De nouvelles voies de recrutement sont créées. Elles ont donné lieu à de longs débats. Le travail parlementaire a contribué à mieux cadrer les dispositifs proposés. Mon groupe sera attentif à ce qu’ils soient complémentaires et non concurrents des voies de recrutement traditionnel.
Mes chers collègues, la pandémie de covid-19 nous rappelle hélas dramatiquement combien la recherche est un défi permanent pour le bien de l’humanité. Enfin, d’un point de vue davantage philosophique, la recherche, lorsqu’elle interroge la science, est une façon de mieux connaître le monde. À l’heure où un certain obscurantisme menace tragiquement notre société, notre responsabilité est d’encourager le progrès à tous les niveaux.
Par conséquent, le groupe du RDSE votera pour ce projet de loi.
M. le président. La parole est à Mme Marie-Pierre Monier, pour explication de vote.
Mme Marie-Pierre Monier. Monsieur le président, madame la ministre, mes chers collègues, ce texte était très attendu par la communauté scientifique, qui exprime depuis longtemps le besoin d’une véritable revalorisation du financement de la recherche.
Comme toujours, la commission de la culture, de l’éducation et de la communication du Sénat s’est efforcée de mener un travail de qualité qui a permis d’améliorer le texte, notamment en ramenant la durée de planification à l’horizon plus raisonnable de 2027.
Toutefois nous regrettons d’avoir été contraints d’examiner ce texte en procédure accélérée et dans l’urgence, au lieu de prendre le temps de construire collectivement un projet à long terme pour l’excellence de la recherche française, car, ce soir, le résultat n’est pas satisfaisant.
Je suis convaincue que le cœur de nos désaccords tient au fait que nous n’avons pas pu prendre le temps. Certes, l’objectif d’une planification jusqu’en 2027 est de permettre aux chercheuses et aux chercheurs de se projeter, mais c’est loin d’être suffisant pour créer les conditions d’une recherche sereine.
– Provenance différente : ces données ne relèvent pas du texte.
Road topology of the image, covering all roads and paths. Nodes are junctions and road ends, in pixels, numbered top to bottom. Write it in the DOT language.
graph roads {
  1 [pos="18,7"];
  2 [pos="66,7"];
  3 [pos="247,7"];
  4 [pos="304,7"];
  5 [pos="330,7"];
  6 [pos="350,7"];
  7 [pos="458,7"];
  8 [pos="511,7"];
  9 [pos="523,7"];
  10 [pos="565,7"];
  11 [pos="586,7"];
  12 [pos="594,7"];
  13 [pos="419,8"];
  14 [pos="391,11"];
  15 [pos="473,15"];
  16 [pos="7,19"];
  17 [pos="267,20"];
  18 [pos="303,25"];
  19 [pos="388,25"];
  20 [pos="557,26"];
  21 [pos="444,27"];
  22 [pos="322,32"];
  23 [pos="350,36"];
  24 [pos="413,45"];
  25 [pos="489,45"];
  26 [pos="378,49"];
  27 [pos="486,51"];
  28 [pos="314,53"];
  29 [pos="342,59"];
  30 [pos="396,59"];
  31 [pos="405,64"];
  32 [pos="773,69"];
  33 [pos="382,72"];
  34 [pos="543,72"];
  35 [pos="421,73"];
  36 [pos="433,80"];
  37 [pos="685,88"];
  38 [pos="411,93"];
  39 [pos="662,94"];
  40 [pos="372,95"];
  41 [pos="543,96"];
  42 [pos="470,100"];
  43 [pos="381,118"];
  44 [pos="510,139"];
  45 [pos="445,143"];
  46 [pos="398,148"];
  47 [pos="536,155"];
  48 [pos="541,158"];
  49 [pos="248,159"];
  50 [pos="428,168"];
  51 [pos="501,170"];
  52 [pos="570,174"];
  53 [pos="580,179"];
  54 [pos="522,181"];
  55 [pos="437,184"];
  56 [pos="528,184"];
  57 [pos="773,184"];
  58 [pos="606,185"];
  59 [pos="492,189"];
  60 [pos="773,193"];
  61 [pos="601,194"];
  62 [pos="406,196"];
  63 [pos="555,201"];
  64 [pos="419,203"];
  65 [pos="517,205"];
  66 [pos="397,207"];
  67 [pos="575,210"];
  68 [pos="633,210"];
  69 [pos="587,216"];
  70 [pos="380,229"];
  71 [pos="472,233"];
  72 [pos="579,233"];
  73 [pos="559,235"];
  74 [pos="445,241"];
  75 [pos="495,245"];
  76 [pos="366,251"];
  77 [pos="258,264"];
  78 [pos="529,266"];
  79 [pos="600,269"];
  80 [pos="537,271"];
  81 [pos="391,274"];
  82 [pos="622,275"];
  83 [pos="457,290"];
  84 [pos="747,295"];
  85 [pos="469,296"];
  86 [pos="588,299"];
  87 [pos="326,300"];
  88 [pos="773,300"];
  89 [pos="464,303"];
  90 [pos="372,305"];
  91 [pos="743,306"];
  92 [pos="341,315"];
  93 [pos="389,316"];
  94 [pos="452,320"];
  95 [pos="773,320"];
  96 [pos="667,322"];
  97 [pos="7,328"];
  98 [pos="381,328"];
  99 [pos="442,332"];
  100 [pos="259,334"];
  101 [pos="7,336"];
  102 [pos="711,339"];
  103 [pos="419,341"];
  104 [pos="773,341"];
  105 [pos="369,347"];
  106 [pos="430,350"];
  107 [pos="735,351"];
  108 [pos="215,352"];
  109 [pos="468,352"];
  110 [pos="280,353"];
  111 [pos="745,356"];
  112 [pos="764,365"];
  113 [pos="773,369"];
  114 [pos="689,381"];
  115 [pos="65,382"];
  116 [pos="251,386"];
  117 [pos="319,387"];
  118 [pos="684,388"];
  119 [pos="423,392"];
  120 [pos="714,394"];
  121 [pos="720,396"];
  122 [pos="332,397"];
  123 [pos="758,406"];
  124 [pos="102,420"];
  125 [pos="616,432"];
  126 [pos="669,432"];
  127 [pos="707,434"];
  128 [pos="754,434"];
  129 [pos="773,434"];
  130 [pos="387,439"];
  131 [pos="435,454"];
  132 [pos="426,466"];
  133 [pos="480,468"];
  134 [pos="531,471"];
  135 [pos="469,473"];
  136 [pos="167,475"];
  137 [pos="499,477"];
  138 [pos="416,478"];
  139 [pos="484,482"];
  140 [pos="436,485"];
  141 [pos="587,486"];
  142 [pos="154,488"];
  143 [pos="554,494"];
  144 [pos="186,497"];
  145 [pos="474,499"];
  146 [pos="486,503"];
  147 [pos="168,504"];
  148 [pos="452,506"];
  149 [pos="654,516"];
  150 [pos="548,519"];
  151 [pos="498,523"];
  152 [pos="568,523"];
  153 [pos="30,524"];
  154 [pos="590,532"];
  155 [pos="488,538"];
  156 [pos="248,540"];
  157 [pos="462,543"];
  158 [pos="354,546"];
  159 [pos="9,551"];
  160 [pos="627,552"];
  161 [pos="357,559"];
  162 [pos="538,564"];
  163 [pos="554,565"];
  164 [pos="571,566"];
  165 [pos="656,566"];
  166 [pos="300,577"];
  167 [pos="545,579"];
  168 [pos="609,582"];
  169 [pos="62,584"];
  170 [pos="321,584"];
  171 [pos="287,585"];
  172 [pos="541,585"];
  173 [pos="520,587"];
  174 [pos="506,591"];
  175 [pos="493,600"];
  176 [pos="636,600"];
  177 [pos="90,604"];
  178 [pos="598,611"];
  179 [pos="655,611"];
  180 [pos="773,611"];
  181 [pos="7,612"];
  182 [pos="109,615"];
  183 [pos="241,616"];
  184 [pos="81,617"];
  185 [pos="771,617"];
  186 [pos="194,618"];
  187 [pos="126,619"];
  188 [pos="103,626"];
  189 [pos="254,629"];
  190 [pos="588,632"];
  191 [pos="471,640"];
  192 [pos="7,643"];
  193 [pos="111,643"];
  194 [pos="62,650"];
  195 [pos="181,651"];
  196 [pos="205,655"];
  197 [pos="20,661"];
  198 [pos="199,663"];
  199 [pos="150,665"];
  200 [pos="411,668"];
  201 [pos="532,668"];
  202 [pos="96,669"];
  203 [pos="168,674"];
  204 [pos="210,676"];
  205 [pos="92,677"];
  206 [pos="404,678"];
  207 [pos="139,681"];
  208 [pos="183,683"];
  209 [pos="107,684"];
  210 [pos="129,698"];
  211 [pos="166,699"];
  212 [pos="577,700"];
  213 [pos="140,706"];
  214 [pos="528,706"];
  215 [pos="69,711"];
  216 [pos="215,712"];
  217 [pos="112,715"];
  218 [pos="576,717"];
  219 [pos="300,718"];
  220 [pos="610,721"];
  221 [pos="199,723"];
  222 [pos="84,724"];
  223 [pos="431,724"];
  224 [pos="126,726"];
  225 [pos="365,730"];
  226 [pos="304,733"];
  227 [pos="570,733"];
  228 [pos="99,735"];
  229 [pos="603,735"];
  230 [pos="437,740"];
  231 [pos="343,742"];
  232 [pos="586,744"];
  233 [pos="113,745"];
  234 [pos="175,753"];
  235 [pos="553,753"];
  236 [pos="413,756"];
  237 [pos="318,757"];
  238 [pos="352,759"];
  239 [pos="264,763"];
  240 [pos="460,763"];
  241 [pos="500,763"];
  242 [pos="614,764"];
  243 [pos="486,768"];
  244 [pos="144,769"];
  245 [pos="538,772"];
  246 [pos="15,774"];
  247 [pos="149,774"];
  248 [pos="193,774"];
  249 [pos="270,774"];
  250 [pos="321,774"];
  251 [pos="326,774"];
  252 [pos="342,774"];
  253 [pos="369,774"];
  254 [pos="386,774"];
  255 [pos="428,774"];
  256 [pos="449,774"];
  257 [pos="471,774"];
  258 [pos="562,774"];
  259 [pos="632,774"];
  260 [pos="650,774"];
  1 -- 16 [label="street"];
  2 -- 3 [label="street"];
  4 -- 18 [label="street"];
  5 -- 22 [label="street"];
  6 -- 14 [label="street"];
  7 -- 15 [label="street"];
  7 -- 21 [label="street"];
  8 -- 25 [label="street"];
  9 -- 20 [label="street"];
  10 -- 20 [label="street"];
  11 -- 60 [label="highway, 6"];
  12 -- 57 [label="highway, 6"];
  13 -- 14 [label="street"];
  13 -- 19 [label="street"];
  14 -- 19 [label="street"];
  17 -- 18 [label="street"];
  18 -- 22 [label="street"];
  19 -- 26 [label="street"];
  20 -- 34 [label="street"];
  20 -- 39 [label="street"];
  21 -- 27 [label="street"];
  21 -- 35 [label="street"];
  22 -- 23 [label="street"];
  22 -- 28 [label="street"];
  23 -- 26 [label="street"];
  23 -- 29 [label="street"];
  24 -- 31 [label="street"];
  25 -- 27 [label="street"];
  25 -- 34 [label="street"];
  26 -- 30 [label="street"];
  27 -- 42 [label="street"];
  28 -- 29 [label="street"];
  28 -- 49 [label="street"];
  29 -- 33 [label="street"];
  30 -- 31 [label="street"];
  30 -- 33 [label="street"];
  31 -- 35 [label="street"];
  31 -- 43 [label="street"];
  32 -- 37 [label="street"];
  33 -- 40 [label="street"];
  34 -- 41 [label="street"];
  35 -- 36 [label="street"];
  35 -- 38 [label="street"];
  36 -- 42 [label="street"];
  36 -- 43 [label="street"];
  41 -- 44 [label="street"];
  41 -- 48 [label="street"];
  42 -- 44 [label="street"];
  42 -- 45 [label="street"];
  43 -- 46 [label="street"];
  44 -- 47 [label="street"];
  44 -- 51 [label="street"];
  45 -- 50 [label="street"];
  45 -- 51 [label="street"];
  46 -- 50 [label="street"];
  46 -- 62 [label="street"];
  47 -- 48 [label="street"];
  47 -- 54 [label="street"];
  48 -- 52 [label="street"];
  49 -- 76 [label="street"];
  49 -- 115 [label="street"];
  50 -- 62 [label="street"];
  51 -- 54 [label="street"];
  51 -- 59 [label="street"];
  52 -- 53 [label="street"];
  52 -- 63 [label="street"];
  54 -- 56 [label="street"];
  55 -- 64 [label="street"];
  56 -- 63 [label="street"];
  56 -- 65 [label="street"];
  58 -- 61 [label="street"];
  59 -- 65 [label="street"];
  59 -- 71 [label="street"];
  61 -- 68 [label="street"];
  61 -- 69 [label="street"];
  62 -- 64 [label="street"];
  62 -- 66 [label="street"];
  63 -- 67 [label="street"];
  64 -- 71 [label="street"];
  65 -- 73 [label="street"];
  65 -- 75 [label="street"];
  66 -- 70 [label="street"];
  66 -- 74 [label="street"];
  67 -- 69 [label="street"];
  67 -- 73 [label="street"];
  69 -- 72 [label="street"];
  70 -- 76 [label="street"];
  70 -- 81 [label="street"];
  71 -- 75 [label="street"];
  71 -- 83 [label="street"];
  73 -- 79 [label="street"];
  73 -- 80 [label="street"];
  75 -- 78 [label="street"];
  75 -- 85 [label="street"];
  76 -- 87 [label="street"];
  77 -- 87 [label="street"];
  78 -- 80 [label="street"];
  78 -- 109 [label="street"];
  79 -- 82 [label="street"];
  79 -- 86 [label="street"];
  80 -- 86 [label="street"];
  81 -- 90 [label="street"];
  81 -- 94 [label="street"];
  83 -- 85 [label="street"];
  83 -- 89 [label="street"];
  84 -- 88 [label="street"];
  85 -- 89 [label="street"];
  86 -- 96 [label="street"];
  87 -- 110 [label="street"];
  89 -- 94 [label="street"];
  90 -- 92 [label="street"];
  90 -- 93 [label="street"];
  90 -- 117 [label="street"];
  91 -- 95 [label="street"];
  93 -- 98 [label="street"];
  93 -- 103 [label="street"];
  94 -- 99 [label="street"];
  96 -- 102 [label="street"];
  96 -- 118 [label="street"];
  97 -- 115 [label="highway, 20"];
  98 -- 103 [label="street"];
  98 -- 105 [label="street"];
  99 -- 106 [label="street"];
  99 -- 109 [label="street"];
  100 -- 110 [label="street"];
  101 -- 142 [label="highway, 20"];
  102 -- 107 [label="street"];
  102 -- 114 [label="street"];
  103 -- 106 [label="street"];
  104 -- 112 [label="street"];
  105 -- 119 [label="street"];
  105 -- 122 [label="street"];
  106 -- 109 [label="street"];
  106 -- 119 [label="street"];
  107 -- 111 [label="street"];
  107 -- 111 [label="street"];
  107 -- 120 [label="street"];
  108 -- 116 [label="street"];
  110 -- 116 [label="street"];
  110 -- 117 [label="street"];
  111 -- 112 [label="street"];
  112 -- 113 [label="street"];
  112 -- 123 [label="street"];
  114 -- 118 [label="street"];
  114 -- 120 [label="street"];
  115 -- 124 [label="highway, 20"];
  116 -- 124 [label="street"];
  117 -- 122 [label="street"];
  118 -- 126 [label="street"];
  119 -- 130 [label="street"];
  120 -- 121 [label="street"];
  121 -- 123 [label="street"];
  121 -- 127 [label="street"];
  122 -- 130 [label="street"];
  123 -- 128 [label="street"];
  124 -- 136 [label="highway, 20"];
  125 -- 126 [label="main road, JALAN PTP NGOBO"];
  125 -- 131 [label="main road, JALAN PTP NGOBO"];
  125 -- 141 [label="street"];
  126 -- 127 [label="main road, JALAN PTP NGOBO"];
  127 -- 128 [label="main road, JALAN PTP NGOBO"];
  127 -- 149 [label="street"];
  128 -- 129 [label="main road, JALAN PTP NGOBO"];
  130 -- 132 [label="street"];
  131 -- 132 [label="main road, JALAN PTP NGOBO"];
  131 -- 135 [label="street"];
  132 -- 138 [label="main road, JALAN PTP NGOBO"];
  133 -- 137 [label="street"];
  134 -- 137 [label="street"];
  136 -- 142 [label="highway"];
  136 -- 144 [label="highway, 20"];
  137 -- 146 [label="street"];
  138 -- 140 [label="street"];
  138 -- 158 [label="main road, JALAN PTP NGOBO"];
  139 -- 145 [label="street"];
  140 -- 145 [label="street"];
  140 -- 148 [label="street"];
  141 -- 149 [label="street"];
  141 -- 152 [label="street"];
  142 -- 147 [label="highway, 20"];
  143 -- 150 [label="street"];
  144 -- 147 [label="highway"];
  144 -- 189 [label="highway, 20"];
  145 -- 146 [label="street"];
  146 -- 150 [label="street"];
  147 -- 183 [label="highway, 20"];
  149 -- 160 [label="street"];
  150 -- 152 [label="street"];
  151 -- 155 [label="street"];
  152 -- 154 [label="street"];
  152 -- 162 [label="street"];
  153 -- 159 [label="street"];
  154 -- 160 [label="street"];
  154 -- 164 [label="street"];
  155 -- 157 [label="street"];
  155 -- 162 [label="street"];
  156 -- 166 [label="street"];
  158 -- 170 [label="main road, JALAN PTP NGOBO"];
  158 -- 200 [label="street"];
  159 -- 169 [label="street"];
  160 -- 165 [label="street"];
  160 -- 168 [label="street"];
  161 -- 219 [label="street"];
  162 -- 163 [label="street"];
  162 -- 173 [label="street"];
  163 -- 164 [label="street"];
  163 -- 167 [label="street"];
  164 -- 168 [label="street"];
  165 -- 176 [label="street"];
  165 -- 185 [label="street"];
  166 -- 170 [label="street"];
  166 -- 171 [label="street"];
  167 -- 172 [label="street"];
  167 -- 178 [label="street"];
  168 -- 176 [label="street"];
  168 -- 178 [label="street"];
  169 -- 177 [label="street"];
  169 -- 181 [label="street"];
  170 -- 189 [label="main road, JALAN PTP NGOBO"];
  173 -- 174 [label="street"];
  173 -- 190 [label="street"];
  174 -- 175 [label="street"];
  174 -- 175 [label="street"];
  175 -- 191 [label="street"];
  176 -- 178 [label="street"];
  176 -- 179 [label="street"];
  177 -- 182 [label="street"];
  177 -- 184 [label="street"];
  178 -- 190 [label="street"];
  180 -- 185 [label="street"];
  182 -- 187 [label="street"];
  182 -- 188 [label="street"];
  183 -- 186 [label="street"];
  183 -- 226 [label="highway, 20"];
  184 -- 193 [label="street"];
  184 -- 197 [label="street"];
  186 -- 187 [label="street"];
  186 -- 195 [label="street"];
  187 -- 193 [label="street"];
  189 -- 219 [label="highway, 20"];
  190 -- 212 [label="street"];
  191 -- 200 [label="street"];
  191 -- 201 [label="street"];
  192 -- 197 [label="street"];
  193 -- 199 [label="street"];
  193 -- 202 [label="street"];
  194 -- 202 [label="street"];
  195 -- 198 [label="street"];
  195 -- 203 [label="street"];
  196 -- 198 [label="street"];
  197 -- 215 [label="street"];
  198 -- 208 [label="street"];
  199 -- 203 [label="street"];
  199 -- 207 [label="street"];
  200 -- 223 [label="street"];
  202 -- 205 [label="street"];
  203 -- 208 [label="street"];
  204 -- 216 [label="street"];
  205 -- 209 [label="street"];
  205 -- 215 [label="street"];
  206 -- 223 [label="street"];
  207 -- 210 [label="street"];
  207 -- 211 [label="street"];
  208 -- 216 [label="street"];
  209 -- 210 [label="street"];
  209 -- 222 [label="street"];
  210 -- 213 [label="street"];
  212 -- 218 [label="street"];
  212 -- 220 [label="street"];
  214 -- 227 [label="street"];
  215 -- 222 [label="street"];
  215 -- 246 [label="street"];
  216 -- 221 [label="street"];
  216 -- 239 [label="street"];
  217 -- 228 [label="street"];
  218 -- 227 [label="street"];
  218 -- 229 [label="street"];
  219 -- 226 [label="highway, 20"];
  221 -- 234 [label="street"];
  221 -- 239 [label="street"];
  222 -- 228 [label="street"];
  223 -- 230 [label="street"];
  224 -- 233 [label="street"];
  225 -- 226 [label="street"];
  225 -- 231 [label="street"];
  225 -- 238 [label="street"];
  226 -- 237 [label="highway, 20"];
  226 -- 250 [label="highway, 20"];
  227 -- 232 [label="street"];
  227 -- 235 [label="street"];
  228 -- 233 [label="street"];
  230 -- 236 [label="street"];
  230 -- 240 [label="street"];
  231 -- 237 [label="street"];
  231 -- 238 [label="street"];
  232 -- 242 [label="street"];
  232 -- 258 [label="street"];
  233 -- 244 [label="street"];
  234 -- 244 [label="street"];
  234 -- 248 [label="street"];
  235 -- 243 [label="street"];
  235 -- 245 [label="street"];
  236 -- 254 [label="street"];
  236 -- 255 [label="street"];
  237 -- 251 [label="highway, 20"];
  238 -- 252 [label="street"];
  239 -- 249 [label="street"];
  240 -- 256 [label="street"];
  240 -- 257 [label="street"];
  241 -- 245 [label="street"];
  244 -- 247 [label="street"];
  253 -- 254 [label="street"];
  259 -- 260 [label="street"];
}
Pour leur donner réellement la possibilité de prendre le temps, ce temps si indispensable aux grandes découvertes, la recette est simple : il faut des financements pérennes et des contrats stables et sécurisants.
Le texte sur lequel nous sommes appelés à nous prononcer ne repose ni sur l’un ni sur l’autre. Plutôt que de privilégier le financement de la recherche fondamentale dans tous les domaines, il fait la part belle aux financements par appel à projets, via l’ANR, alors que nous savons que nos chercheurs et nos chercheuses s’usent dans les procédures chronophages pour constituer des dossiers et vivent dans l’angoisse de la fin de leur financement.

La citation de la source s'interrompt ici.